L’inceste, enfin entendu

 

La parole des victimes d’inceste se libère sur la Toile depuis les révélations de Camille Kouchner et l’apparition du hashtag #MeTooInceste. De témoignages en témoignages, de générations en générations, la prise de conscience se consolide.

«Ça m’a mis une vraie claque». Ielena, 27 ans, publie des vidéos sur les réseaux sociaux depuis cinq ans pour sensibiliser au crime dont elle a été victime enfant : des viols perpétrés par son grand-père. Début janvier, face à la vague de témoignages d’autres victimes avec le hashtag #MeTooInceste sur Twitter, elle a d’abord été tétanisée. Beaucoup d’émotions, de souvenirs qui remontent. Trop pour «quelqu’un qui a vécu l’inceste». Le courant l’a poussée, elle s’est dit que c’était «super», que quelque chose allait se passer. La jeune femme s’est laissée emmener par cette vague. Invitée dans la presse et sur les plateaux pour parler de la pédocriminalité incestueuse qu’elle a subi de dix à quinze ans.

«#MeTooInceste, c’est un éveil des consciences et enfin l’acceptation de la parole des victimes», résume Ielena, comme si elle avait pu synthétiser cette dynamique qui a mis un coup à l’omerta autour de l’inceste.

Familia Grande

Le mouvement a été déclenché par la publication du livre de Camille Kouchner, la Familia Grande, le 7 janvier 2021. Le témoignage d’un inceste d’une autre époque, les années 1980. Avec un bourreau présumé d’une autre génération : le politologue septuagénaire Olivier Duhamel. Une affaire qui symbolise l’évolution qui s’est opérée autour du traitement de l’inceste depuis quarante ans.

Avec son livre, Camille Kouchner libère aussi la parole des co-victimes : les parents, conjoints, frères et sœurs des enfants abusés. (Editions Seuil)

 «Prendre la parole en tant que victimes a longtemps été difficile, car ces dernières n’étaient pas crues», analyse le sociologue Pierre Verdrager, auteur de «L’enfant interdit : Comment la pédophilie est devenue scandaleuse» (Armand Colin, 2013). «Seulement récemment, on commence à les prendre au sérieux». Il cite l’exemple d’Eva Thomas, première femme à avoir témoigné d’inceste à visage découvert sur un plateau télé en France, en 1986. Les téléspectateurs de l’époque ont réagi en direct et plusieurs ont minimisé sa souffrance. «J’ai des relations quotidiennes avec ma fille de 13 ans, pourquoi empêchez-vous les gens d’être heureux ?» demandait d’un ton accusateur un ingénieur, au standard téléphonique de l’émission de France TV. 

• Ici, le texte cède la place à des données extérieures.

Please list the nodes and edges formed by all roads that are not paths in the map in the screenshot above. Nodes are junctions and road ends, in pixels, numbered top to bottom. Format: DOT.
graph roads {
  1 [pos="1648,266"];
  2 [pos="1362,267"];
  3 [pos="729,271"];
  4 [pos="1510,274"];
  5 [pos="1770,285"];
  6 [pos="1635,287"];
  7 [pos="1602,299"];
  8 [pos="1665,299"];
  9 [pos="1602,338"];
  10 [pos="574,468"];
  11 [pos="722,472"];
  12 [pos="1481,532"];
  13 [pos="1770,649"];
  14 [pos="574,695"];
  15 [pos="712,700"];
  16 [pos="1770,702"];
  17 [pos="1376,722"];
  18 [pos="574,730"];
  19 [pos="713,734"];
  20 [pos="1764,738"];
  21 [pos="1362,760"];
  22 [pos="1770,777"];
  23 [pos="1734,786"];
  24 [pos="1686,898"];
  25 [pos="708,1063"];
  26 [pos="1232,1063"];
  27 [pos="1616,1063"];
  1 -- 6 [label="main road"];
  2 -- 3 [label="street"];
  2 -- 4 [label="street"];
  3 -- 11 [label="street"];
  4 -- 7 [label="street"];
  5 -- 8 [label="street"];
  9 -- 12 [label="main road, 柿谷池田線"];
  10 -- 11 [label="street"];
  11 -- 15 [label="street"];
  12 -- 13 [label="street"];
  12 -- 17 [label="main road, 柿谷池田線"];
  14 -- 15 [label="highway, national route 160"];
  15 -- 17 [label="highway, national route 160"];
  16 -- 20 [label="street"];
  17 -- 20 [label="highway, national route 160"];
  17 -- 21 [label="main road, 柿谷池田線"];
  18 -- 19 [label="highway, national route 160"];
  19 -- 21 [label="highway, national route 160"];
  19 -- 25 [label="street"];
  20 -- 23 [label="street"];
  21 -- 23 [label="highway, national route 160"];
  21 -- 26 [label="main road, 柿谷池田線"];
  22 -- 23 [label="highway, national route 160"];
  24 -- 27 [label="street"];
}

Ielena le sait : si elle a pu parler, être écoutée et même intenter un procès contre son grand-père, sa mère Christelle n’a pas pu en faire autant. Elle avait aussi subi des agressions sexuelles de la part du même homme, son père. C’était à la fin des années 1970. Elle avait sept ans quand cela a commencé. Dix ans quand cela s’est terminé. Même si cela ne s’arrête jamais vraiment.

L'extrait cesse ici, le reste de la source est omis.